BP3MI Sulawesi Tengah Perkuat Sinergi dengan SMKS Alkhairat Palu dalam Verifikasi Demand Program SMK Go Global

Palu, P2MI (03/03) — Balai Pelayanan Pelindungan Pekerja Migran Indonesia (BP3MI) Sulawesi Tengah melalui Tim Penempatan melaksanakan kunjungan kerja ke SMKS Alkhairat, Palu pada Selasa (03/03/2026). Kunjungan tersebut, dalam rangka penyiapan survei peminatan dan verifikasi data kebutuhan (demand) Program SMK Go Global untuk memastikan ketersediaan data yang akurat, valid, dan terverifikasi sebagai dasar pencocokan kompetensi lulusan dengan kebutuhan pasar kerja luar negeri. Langkah tersebut merupakan bagian dari upaya strategis pemerintah dalam memperkuat tata kelola penempatan lulusan vokasi secara aman dan prosedural.

Kunjungan Tim Penempatan diterima langsung oleh Ketua Bursa Kerja Khusus (BKK) SMKS Alkhairat Palu, Moh. Fikram Safii. Dalam pertemuan tersebut, tim menyampaikan maksud dan tujuan kegiatan, sekaligus memberikan informasi awal terkait peluang kerja luar negeri yang aman dan sesuai ketentuan.

Ketua Tim Penempatan BP3MI Sulawesi Tengah, Krissandy, menyampaikan, “Kegiatan ini merupakan tahapan awal untuk memastikan bahwa data kebutuhan dan minat siswa terpetakan dengan baik, sehingga proses matching antara kompetensi lulusan SMK dengan kebutuhan pasar kerja global dapat dilaksanakan secara terarah dan tepat sasaran.”

Berdasarkan keterangan pihak sekolah, jumlah siswa aktif di SMKS Alkhairat Palu kurang lebih sebanyak 108 orang yang terdiri dari kelas X, XI, dan XII. Sekolah tersebut sebelumnya telah menerima sosialisasi peluang kerja luar negeri dari BP3MI Sulawesi Tengah dan memberikan respons positif atas program tersebut.
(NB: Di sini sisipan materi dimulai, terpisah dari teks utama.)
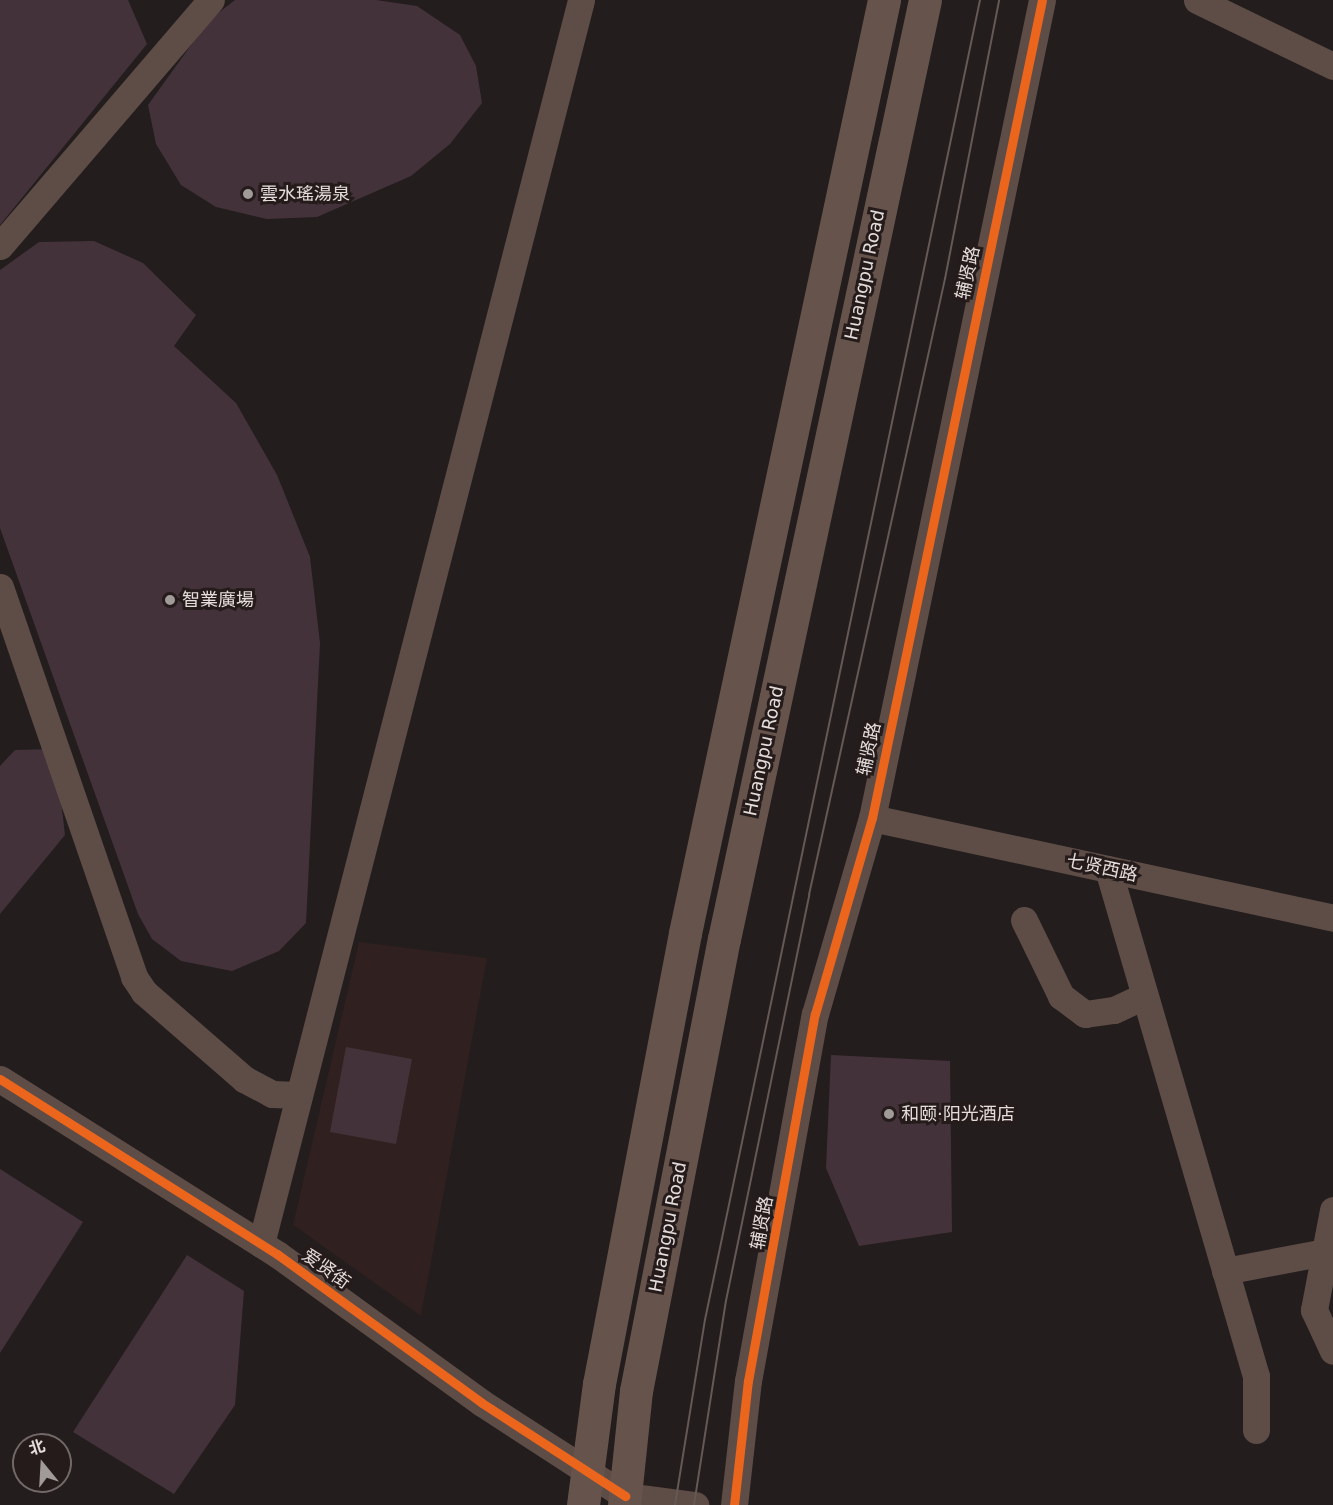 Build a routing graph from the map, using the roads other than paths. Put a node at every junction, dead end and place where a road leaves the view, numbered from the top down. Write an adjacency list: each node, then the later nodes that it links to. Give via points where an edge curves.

Moh. Fikram Safii menyatakan, “Kami menyambut baik inisiatif ini karena memberikan pemahaman kepada siswa mengenai peluang kerja luar negeri yang aman dan prosedural. Program ini menjadi harapan bagi lulusan kami untuk dapat bersaing secara resmi di pasar kerja global.”

Dalam kesempatan yang sama, pihak sekolah juga menyampaikan bahwa sejumlah siswa telah menunjukkan minat bekerja ke luar negeri, bahkan telah mendaftar melalui inovasi SISPECPMI (Sistem Pencatatan Calon Pekerja Migran Indonesia). Namun demikian, terdapat kendala pembiayaan pelatihan bahasa dan peningkatan kompetensi yang dirasakan cukup berat bagi sebagian siswa.

Menanggapi hal tersebut, Anggota Tim Penempatan BP3MI Sulawesi Tengah, Krissandy, menegaskan, “Kami mencatat aspirasi sekolah terkait kebutuhan dukungan pembiayaan pelatihan. Hal ini akan menjadi perhatian dalam perumusan langkah tindak lanjut agar siswa yang memiliki minat tinggi tetap dapat difasilitasi sesuai ketentuan yang berlaku.”

Sebagai tindak lanjut, Ketua BKK menyerahkan data 115 alumni untuk mengikuti survei peminatan Program SMK Go Global. Data tersebut akan digunakan sebagai dasar dalam menilai minat dan kesiapan lulusan, sekaligus sebagai acuan penyelarasan kompetensi dengan peluang kerja di luar negeri. Melalui kolaborasi ini, Kepala BP3MI Sulawesi Tengah berharap, Program SMK Go Global dapat terealisasi secara optimal dan memberikan manfaat nyata bagi lulusan SMK di Sulawesi Tengah, khususnya dalam meningkatkan daya saing dan kualitas tenaga kerja vokasi di pasar kerja internasional secara aman, legal, dan terstruktur. ** (Humas/BP3MI Sulawesi Tengah)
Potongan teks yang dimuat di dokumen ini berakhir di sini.